They say a satyr named Sam Greenwood found me wandering down a highway in Pennsylvania, drenched in blood. My own blood, no matter what some of the other campers like to say. I was in a fugue state, alive and conscious but completely numb to everything and anything. Sam managed to get me to camp safely. As soon as I stepped over the property line, I was claimed by Iris, the goddess of rainbows. And that's where my life begins for me.
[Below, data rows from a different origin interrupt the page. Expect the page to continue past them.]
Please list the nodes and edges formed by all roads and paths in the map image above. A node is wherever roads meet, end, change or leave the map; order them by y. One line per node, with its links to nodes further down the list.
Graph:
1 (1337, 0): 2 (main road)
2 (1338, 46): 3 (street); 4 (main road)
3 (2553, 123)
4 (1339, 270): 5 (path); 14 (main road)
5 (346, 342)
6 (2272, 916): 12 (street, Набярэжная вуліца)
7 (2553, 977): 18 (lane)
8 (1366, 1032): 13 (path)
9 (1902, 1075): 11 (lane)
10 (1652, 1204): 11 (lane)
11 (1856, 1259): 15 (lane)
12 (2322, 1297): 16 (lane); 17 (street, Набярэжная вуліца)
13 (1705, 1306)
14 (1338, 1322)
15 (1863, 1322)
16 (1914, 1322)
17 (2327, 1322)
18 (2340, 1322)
Everything before that is just...gone.

That was three years ago. I'm fifteen now and a year-rounder at camp — not that I really have much choice in the matter, considering that, as far as I can remember, I have no family outside of cabin 14. Anyway, like some of the other year-rounders, I go to Brooklyn Academy of the Gifted, which I think is ironic because I'm not particularly good at anything. The only things I have close to talents are my powers that I've been given very explicit instructions not to use around mortals unless it's a life-or-death situation.
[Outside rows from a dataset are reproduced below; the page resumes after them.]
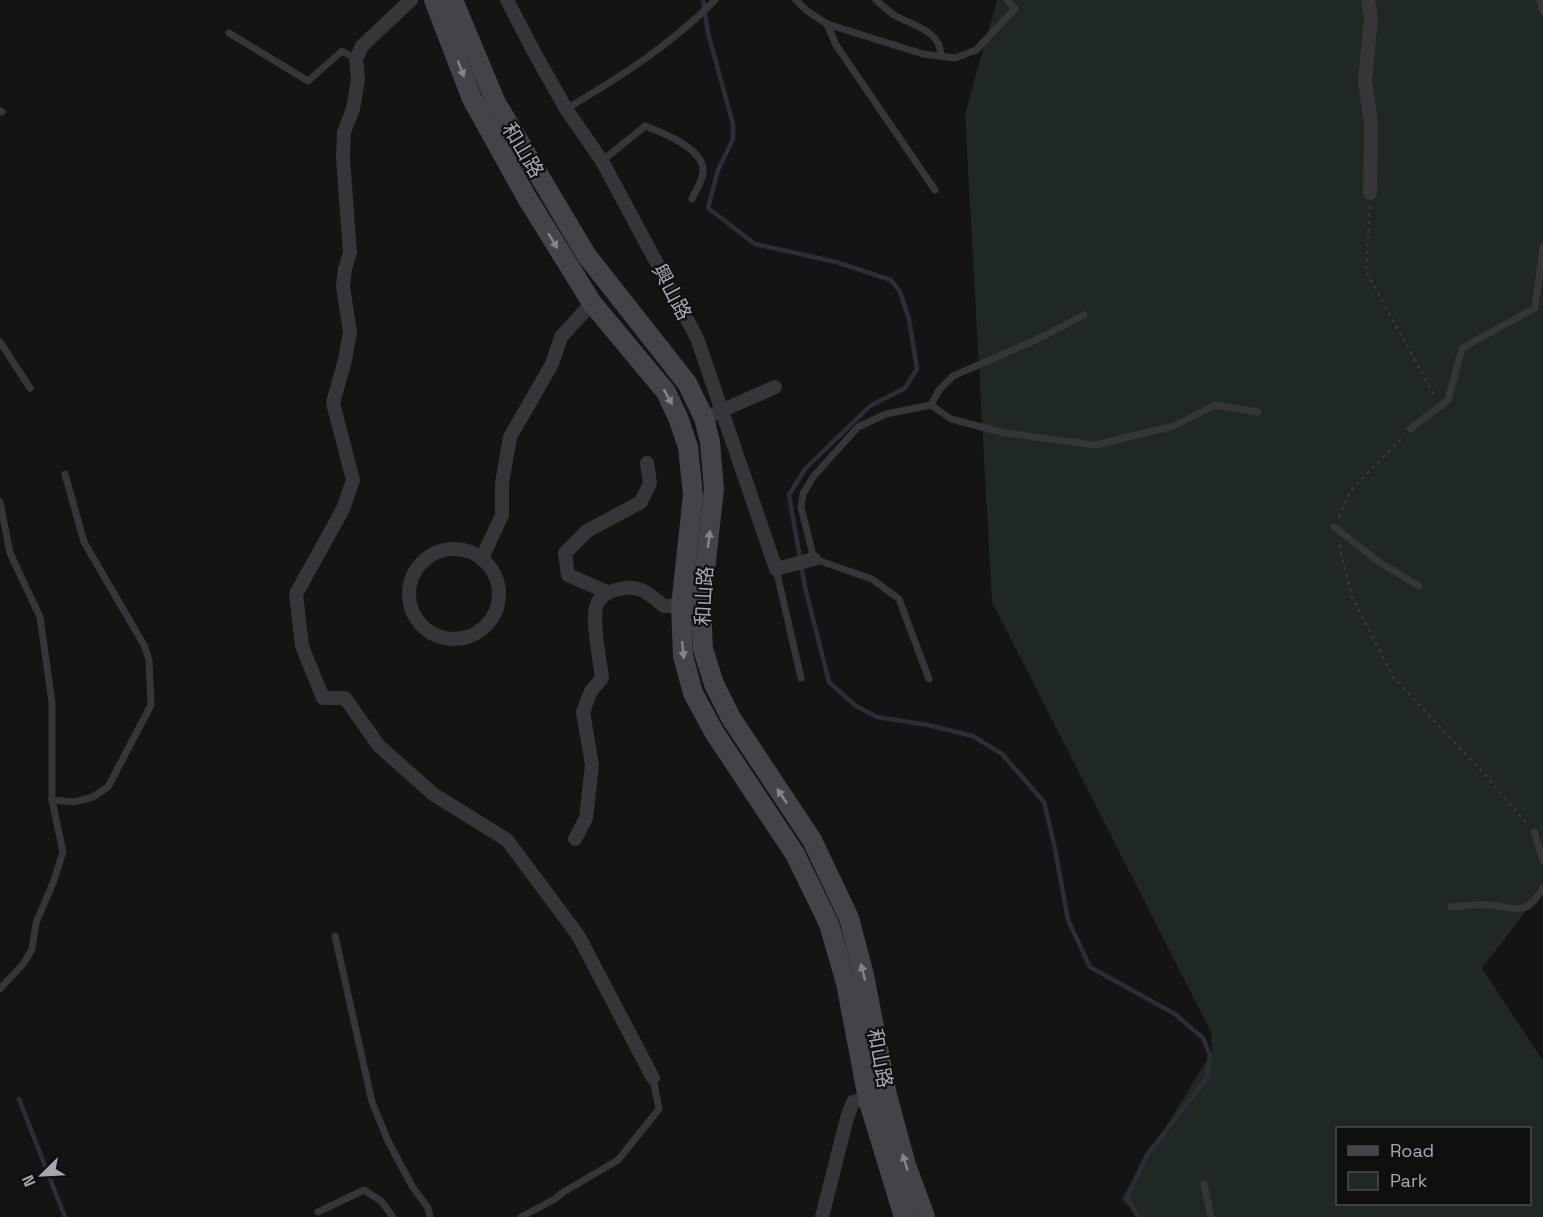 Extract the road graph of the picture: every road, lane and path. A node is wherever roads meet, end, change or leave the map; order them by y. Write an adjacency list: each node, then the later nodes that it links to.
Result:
1 (411, 0): 15 (street)
2 (434, 0): 22 (main road, 和山路, one-way to 22)
3 (453, 0): 30 (main road, 和山路)
4 (507, 0): 16 (street, 興山路)
5 (715, 0): 16 (lane)
6 (796, 0): 12 (lane)
7 (876, 0): 14 (lane)
8 (1007, 0): 14 (lane)
9 (1368, 0): 19 (street)
10 (1540, 0): 11 (lane)
11 (1543, 11)
12 (827, 24): 14 (lane); 18 (lane)
13 (229, 33): 15 (lane)
14 (941, 57)
15 (356, 59): 52 (street)
16 (566, 109): 17 (street, 興山路)
17 (602, 161): 20 (lane); 30 (street, 興山路)
18 (935, 190)
19 (1370, 193): 27 (path)
20 (692, 199)
21 (1543, 248): 31 (lane)
22 (591, 303): 36 (street); 41 (main road, 和山路, one-way to 41)
23 (1084, 315): 28 (lane)
24 (0, 342): 26 (lane)
25 (775, 387): 30 (street)
26 (30, 388)
27 (1428, 404)
28 (931, 405): 29 (lane); 37 (lane)
29 (1258, 412)
30 (713, 414): 38 (street, 興山路); 61 (main road, 和山路, one-way to 30)
31 (1410, 429): 35 (path)
32 (647, 463): 40 (street)
33 (65, 474): 44 (lane)
34 (0, 502): 44 (lane)
35 (1334, 527): 39 (lane); 45 (path)
36 (482, 558): 36 (street)
37 (814, 559): 38 (street); 43 (lane)
38 (776, 569): 42 (lane)
39 (1419, 586)
40 (607, 592): 41 (street); 46 (street)
41 (681, 606): 53 (main road, 和山路, one-way to 53)
42 (801, 678)
43 (929, 680)
44 (52, 800): 51 (lane)
45 (1534, 832): 47 (lane)
46 (575, 839)
47 (1543, 861)
48 (1543, 888): 49 (lane)
49 (1451, 907)
50 (335, 936): 57 (lane)
51 (0, 989)
52 (653, 1078): 58 (lane)
53 (868, 1099): 59 (street); 60 (main road, 和山路)
54 (1204, 1184): 62 (lane)
55 (318, 1212): 56 (lane)
56 (393, 1217)
57 (430, 1217)
58 (521, 1217)
59 (822, 1217)
60 (904, 1217)
61 (925, 1217)
62 (1211, 1217)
Basically, I can manipulate light and use it to create illusions. It comes in handy when you're a demigod, but not so much when you're trying to prove you belong in a school for gifted kids. My half-siblings — I have seven — are good at other things like communicating, art or riding horses. Not me. Maybe Mom figured since I got actual powers I didn't need any other talents.

Mom was wrong.

Like, take right now for instance. We're having a debate in history and everyone has to speak at least once. Not too much to ask for, right? Except I have no idea what to say. How am I supposed to debate history if I don't even know my own? I bite down hard on my lip and shift nervously in my seat, praying Mr. Hartford will forget to call on me. I don't even have anyone I can ask for help. My only friend in this class is Taylor James, daughter of Ares. And of course, she's sitting on the other side of the classroom because she's anti-industrialization and I'm pro.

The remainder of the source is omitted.